Platform: PC (Windows)
Developer: Kheops Studio
Publisher: The Adventure Company
ESRB Rating: Teen
Pros: Relatively open-ended gameplay; appropriately vintage look and feel
Cons: Lack of guidance makes puzzles challenging;
There are a few things that must combined to create a really good adventure game. For one thing, the puzzles must be challenging, yet logical and entertaining. Secondly, the voice acting must be reasonably good. Third, the graphics have to be at least presentable. Finally, and perhaps most importantly, the story has to be great. Adventure games weave a tale and take you along with them, and if it’s not a fun ride, there’s no point in playing. Where better, then, to borrow your story than from Jules Verne? Voyage takes some liberties with Verne’s vision of space travel and doesn’t present a perfect trip, but it is a fairly fun one.
From your PC to the Moon
Voyage takes its inspiration from Jules Verne’s novel From the Earth to the Moon. In this story, a thoroughly bored American scientist with ballistics on the brain decides that, golly gosh, wouldn’t it be fun to shoot a bullet at the moon? He is challenged by another scientist who claims the shot is impossible and, after a friendly bet is waged, the stakes are raised by placing the two bettors in the shell to be fired! A third party, Michael Ardan, joins in the fun, and all three climb into an oversized bullet. They’re fired at the moon, orbit it, and then (spoiler alert) crash-land back on Earth. All three survive, and there is much rejoicing.
However, a game featuring a great, big bang followed by a short period of weightlessness followed by another big bang really wouldn’t make for good gaming. This is why developer Kheops has taken some serious liberties with Verne’s vision. In the game you play as Michael Ardan, the sort of arbiter between the two betters. Shortly after “liftoff” Ardan awakens only to find his two capsule-mates have been killed!
Michael must of course find out what happened to his fellow travelers, but more importantly must stay alive in the capsule, land it on the moon, do a bit of exploring, and maybe even try to get home. This is a far bit more exciting than Verne’s postulation on space travel, and is much more interactive too. However, where Verne’s story has a plot and a purpose, Voyage feels a bit light. After the initial bit of murderous intrigue there’s not much plot left to explore.
Shortly after landing on the moon you’ll find yourself literally surrounded with puzzles. As you explore you’ll find multiple paths open to you which lead in opposite directions, each with sequences of puzzles that you can begin to solve, but never seem to quite complete. Much of the game plays out like this, leading you in one direction, but not letting you finish your tasks there until you go somewhere else and complete some other task.
Puzzles are scattered all about and often require knowledge found in random places far away from the puzzle itself. While the puzzles themselves are often challenging and entertaining to solve, having to meticulously backtrack and find alternate nooks and crannies containing hidden hints or items quickly gets rather tedious.

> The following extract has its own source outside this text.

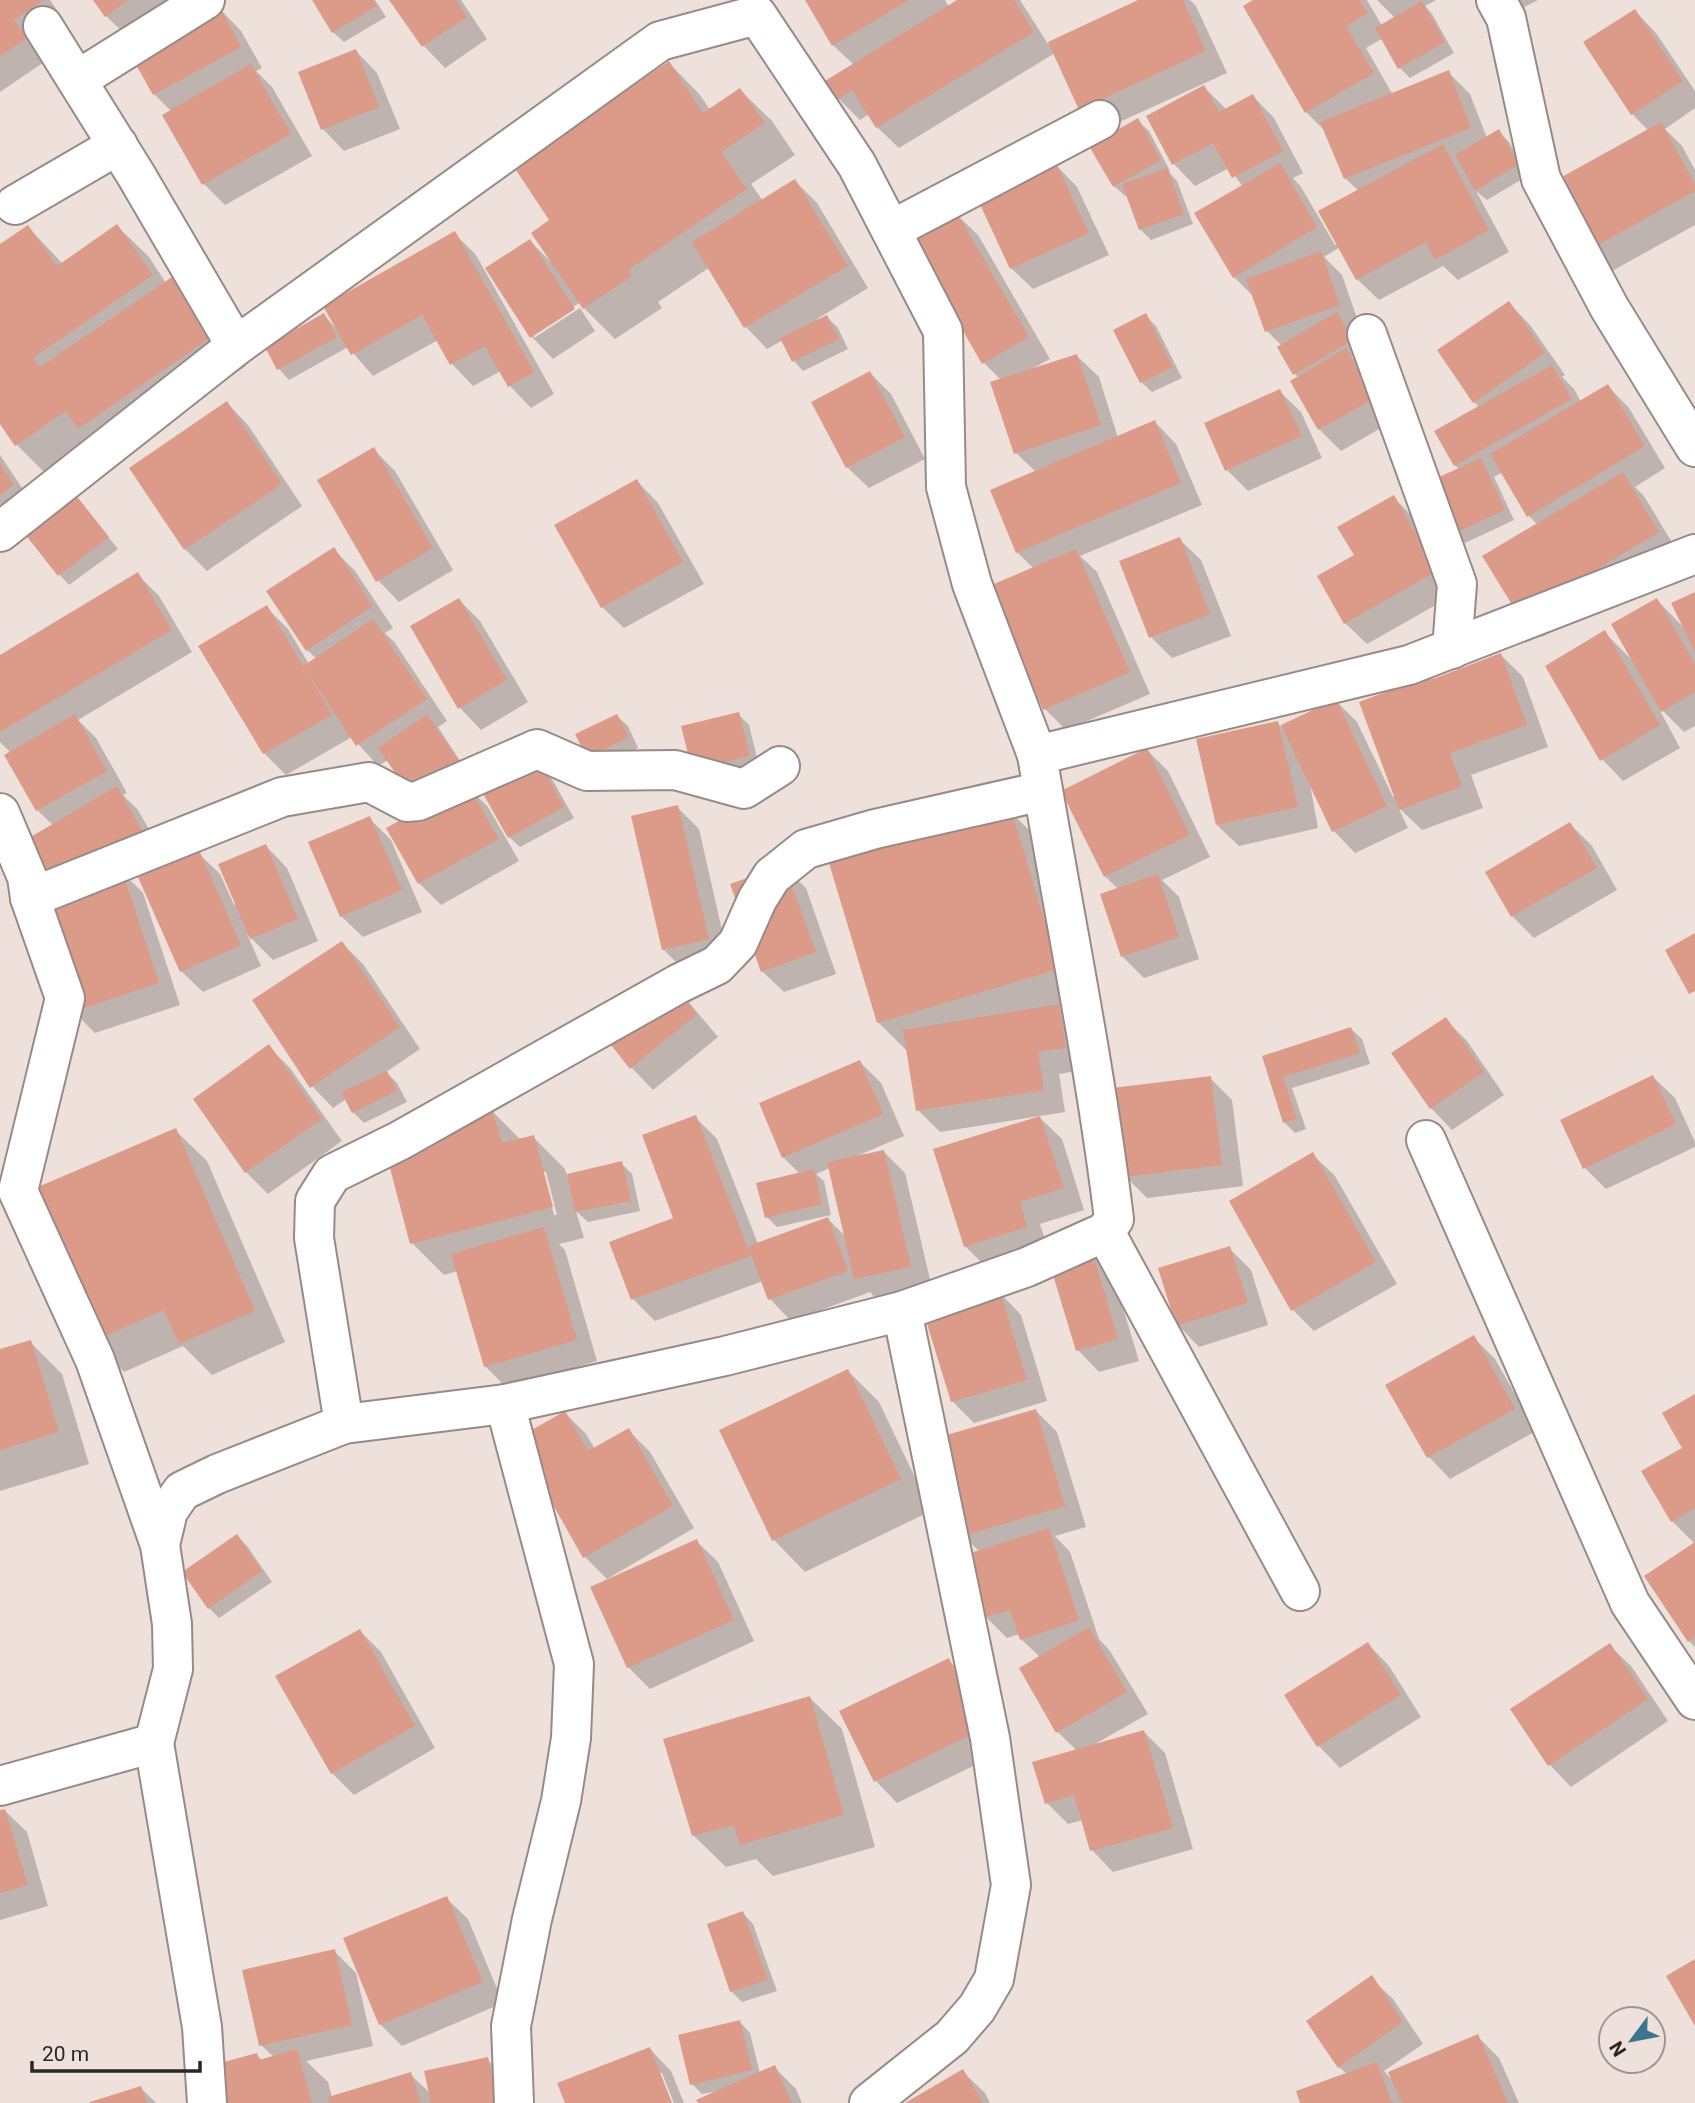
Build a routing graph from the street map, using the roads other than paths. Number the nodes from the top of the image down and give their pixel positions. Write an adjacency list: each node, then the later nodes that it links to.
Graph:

Interestingly, the game feels very different compared to most other adventure games in that it’s a lot less regimented. In most similar games any object you find you will need, and you will only need exactly however many you find. In Voyage you’ll find piles of objects, some necessary and some not so, and so you’ll wind up with excesses of stuff you won’t know what to do with. Another uncommon feature: your character can die in certain parts of the game if you’re not careful.
The game definitely has a very appropriate visual look given its Victorian-era sci-fi roots. All of the gee-whiz gadgets found in the game look decidedly mechanical, and many of the small bits of storyline are told through image sequences made to look like wood carvings. The interface allows you a full 360-degree view of your surroundings, so you can look about, but you are restricted to moving along set paths.
The audio also suits the story well. Voice acting, while overly dramatic, is appropriate, making voiceovers sound like readings from circus peddlers. Music is simple and appropriately eerie, creating a mysterious sound to match the environments, though many of the sound effects are a bit cheesy.
Though Voyage takes its concept from Jules Verne, the game itself lacks any real storyline or dialog, feeling like more of an excuse to take a lunar vacation than anything. That’s not necessarily a bad thing, but adventure gamers looking for a solid storyline will be disappointed. And, while the puzzles are challenging, they can be frustrating if you don’t find all the clues. Die-hard adventure fans will likely enjoy the trip. Others will get bored quickly.